Когда-то давным давно повернула река в сторону, в песчанике проложила себе путь попроще и оставила поселок в стороне. Теперь только в половодье в старицу заходит свежая вода, вымывает затхлый противный запах стоячей гнили. С этим потоком в старицу устремляется еще не стряхнувшая зимнюю сонливость рыба. Длинные литые щуки, стремительные, как торпеды, взбивают пену на мелководье.

За лесной чащобой, километрах в десяти от поселка, разместился аэродром нашего областного центра, и веселый грохот, как майский гром, сотрясает округу, наполняет ее звуками цивилизованной жизни.

Весной в Светлом царит необычное, точно в праздник, оживление. Все его жители вечерами выходят к разлившейся реке, будто при каком-то языческом обряде, завороженно, молча наблюдают, как ворочаются в свинцовой пучине льдины, которые именуют здесь «икрами». Потом самые молодые — Антон Зубарь, огромного роста мужик, лицом темный, как еловая чаща, Гришка Серегин, насквозь пропитавшийся соляром, едкий запах которого не рассасывается даже в стеклянном весеннем воздухе, так вот они не выдерживают, бегут к домам, где с осенних времен лежат посеревшими днищами вверх лодки, несут их к берегу. Но тут выясняется, что их уже опередил Андрей Семенович Разин, по-уличному Разиня, бывший лесник.
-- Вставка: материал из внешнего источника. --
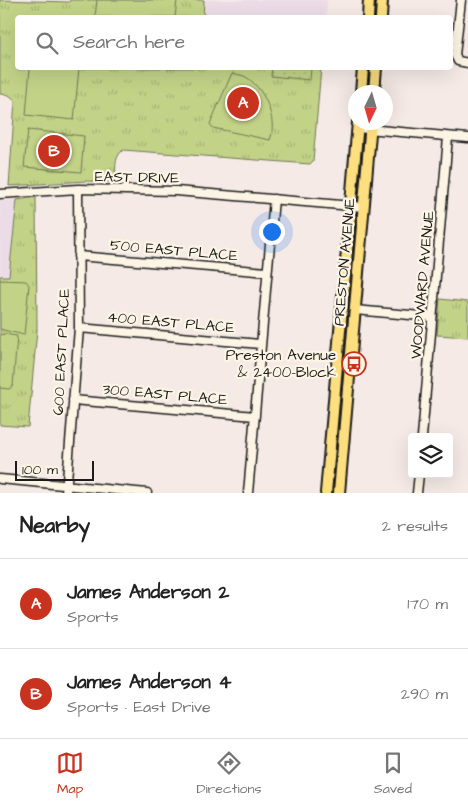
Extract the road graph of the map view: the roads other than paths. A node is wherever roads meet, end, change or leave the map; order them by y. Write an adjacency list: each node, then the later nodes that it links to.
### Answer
1 (369, 0): 4 (main road)
2 (382, 0): 5 (main road)
3 (460, 0): 6 (street)
4 (368, 15)
5 (381, 15)
6 (468, 62)
7 (363, 70): 9 (main road)
8 (376, 70): 10 (main road)
9 (362, 85)
10 (375, 85)
11 (393, 129): 14 (street)
12 (358, 130): 19 (main road, PRESTON AVENUE)
13 (371, 130): 20 (main road, PRESTON AVENUE)
14 (448, 137): 15 (street); 24 (street, WOODWARD AVENUE)
15 (468, 138)
16 (78, 189): 17 (street, EAST DRIVE); 18 (street, EAST DRIVE); 21 (street, 600 EAST PLACE)
17 (0, 194)
18 (274, 199): 19 (street, EAST DRIVE); 22 (street)
19 (350, 206): 20 (street, EAST DRIVE); 35 (main road, PRESTON AVENUE)
20 (364, 207): 23 (main road, PRESTON AVENUE)
21 (78, 256): 22 (street, 500 EAST PLACE); 25 (street, 600 EAST PLACE)
22 (267, 272): 26 (street)
23 (355, 310): 24 (street); 36 (main road, PRESTON AVENUE)
24 (432, 317): 29 (street, WOODWARD AVENUE)
25 (79, 328): 26 (street, 400 EAST PLACE); 27 (street, 600 EAST PLACE)
26 (260, 344): 28 (street)
27 (73, 400): 28 (street, 300 EAST PLACE); 32 (street, 600 EAST PLACE)
28 (255, 416): 34 (street)
29 (422, 433)
30 (419, 478): 37 (street)
31 (0, 480): 32 (street)
32 (66, 490): 33 (street)
33 (147, 493)
34 (248, 493)
35 (326, 493)
36 (338, 493)
37 (417, 493)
Разиня, худосочный, длинный мужичок, гнется, как ивовый прут, лицо у него вытянутое, злое, с острым носом, похожим на птичий. Кажется, на всю жизнь приклеилась к нему гримаса, передернула как от боли тонкие губы, ко лбу присохли седые завитушки волос. Еще снег киснет на огородах, хлюпает под ногами, а Разиня уже без шапки, в охотничьих резиновых сапогах, завернутых чуть ниже колен, в ватнике с длинными рукавами, от чего его фигура кажется еще москлявее, один взваливает крашеную лодку на спину, с прикряхтыванием волокет ее к берегу. Затем он еще раз бежит к дому, захватывает заготовленные вентери с острыми ольховыми кольями, длинную лопату-весло и под неодобрительные взгляды посельчан толкает лодку на волну. Зубарь и Гришка, запыхавшиеся, сбрасывают с плеч свою плоскодонку, чертыхаются, глядя вслед Разине. Потом и они, загрузив лодку вентерями, принимаются яростно отгребать в два весла от берега, неодобрительно посматривая на Разиню, который уже метров на сто оторвался от них, правит лодку к узкой протоке, по которой шершавой гладью стремится в старицу вода из реки. Здесь и поставит он свои вентери-двухкрылки, перегораживая путь щукам в старицу, а Гришке и Зубарю придется грести дальше, к промоине, тоже рыбному месту, но не такому богатому, как здесь.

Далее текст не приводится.